Problem details: A copy is needed of each line in the records that has the word "Right".

Source data:

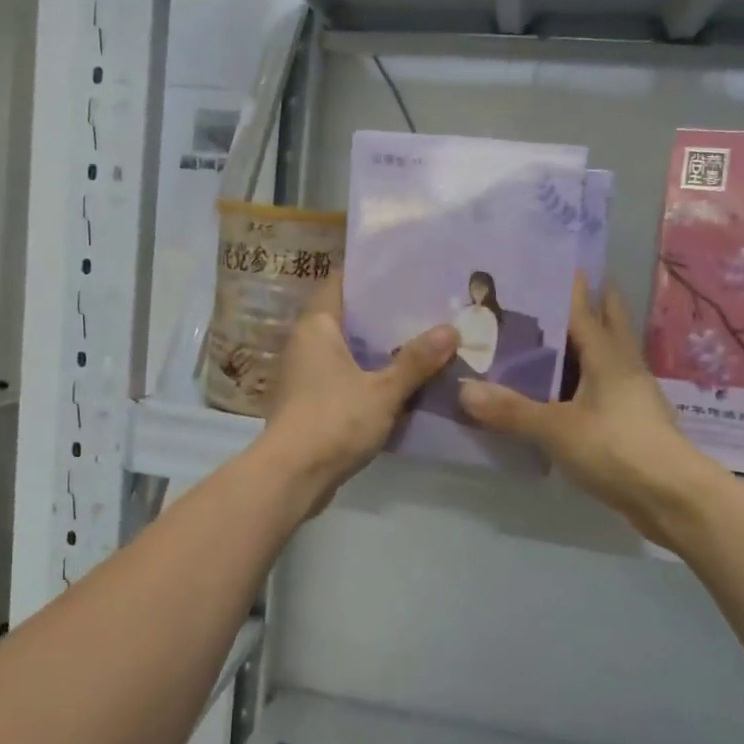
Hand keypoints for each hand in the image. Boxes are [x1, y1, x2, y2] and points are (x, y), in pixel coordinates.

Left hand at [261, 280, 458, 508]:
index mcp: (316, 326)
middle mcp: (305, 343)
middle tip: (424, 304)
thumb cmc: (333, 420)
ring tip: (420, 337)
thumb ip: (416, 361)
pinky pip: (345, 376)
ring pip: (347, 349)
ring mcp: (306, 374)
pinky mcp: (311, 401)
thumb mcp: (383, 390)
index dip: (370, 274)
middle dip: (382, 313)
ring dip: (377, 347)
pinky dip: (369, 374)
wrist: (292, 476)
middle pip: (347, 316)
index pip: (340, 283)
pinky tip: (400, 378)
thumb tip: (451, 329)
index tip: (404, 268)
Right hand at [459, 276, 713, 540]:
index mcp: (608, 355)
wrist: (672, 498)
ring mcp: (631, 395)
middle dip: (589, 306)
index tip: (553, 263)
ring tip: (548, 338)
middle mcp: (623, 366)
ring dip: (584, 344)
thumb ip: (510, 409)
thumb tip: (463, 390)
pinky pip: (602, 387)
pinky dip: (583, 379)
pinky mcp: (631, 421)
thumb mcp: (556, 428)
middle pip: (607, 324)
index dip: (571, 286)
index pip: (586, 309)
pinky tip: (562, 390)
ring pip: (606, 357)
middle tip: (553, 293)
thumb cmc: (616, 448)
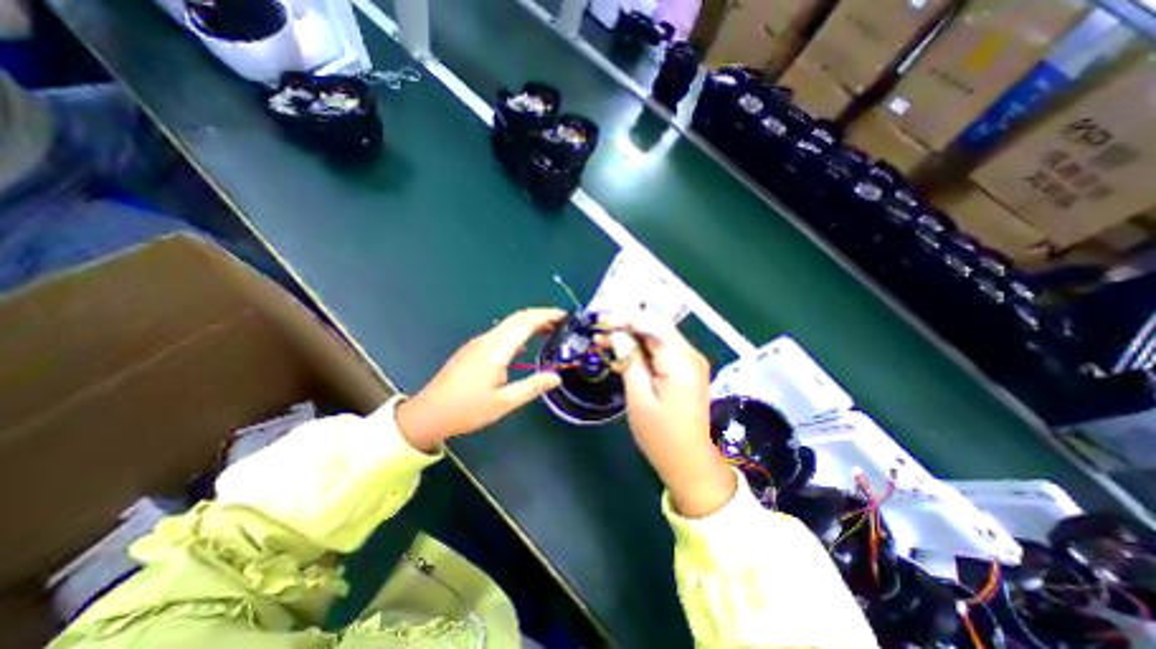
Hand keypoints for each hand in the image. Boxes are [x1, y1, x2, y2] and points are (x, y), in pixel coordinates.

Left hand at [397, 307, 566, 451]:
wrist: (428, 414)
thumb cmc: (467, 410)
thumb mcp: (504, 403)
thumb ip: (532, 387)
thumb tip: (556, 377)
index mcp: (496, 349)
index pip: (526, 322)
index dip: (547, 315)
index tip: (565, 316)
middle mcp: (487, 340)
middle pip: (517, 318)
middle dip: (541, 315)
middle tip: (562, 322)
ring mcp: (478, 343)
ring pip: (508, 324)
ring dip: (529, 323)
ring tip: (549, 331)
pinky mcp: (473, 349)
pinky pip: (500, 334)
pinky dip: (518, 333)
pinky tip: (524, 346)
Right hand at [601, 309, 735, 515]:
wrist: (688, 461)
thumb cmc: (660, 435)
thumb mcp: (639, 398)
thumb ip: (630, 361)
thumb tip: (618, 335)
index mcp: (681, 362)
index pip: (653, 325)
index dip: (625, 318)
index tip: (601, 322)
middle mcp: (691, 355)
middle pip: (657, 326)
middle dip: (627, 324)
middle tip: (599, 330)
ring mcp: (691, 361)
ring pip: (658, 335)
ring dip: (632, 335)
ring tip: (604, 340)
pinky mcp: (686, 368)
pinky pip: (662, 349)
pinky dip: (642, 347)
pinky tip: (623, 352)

* * *

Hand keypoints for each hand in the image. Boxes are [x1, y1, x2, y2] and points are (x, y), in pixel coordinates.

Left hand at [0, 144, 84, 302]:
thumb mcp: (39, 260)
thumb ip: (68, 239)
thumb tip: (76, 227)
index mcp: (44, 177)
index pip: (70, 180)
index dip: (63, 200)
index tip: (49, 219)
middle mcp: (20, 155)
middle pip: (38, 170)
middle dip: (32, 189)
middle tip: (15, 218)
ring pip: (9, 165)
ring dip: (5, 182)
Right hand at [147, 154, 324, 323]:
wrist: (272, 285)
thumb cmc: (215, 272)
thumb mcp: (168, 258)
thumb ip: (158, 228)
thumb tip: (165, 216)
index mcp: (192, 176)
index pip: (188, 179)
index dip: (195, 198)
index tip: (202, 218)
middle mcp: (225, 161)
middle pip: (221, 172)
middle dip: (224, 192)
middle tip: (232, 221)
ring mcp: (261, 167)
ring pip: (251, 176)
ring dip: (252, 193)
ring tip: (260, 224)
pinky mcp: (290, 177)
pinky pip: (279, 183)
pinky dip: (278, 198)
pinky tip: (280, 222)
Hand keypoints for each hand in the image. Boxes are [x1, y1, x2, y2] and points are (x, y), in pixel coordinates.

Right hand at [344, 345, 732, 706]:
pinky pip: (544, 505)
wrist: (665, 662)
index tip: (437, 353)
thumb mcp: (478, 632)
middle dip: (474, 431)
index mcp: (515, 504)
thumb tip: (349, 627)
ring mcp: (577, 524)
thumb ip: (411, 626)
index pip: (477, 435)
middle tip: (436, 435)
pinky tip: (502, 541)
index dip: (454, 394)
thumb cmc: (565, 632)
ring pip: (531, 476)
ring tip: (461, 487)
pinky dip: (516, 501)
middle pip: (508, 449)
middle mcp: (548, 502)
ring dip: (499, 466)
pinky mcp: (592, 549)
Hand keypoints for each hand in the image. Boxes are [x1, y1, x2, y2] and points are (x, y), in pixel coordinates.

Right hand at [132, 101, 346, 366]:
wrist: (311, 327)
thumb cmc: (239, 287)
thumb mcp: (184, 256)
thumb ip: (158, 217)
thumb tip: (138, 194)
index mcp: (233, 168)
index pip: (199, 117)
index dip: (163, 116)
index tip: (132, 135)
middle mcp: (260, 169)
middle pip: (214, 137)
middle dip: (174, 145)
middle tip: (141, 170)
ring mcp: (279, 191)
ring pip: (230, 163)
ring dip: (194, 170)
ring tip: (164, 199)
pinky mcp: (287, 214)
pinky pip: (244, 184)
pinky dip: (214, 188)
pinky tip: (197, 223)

Answer space:
Right hand at [459, 276, 713, 540]:
Right hand at [601, 309, 735, 515]:
Right hand at [147, 154, 324, 323]:
Right hand at [344, 345, 732, 706]:
Right hand at [132, 101, 346, 366]:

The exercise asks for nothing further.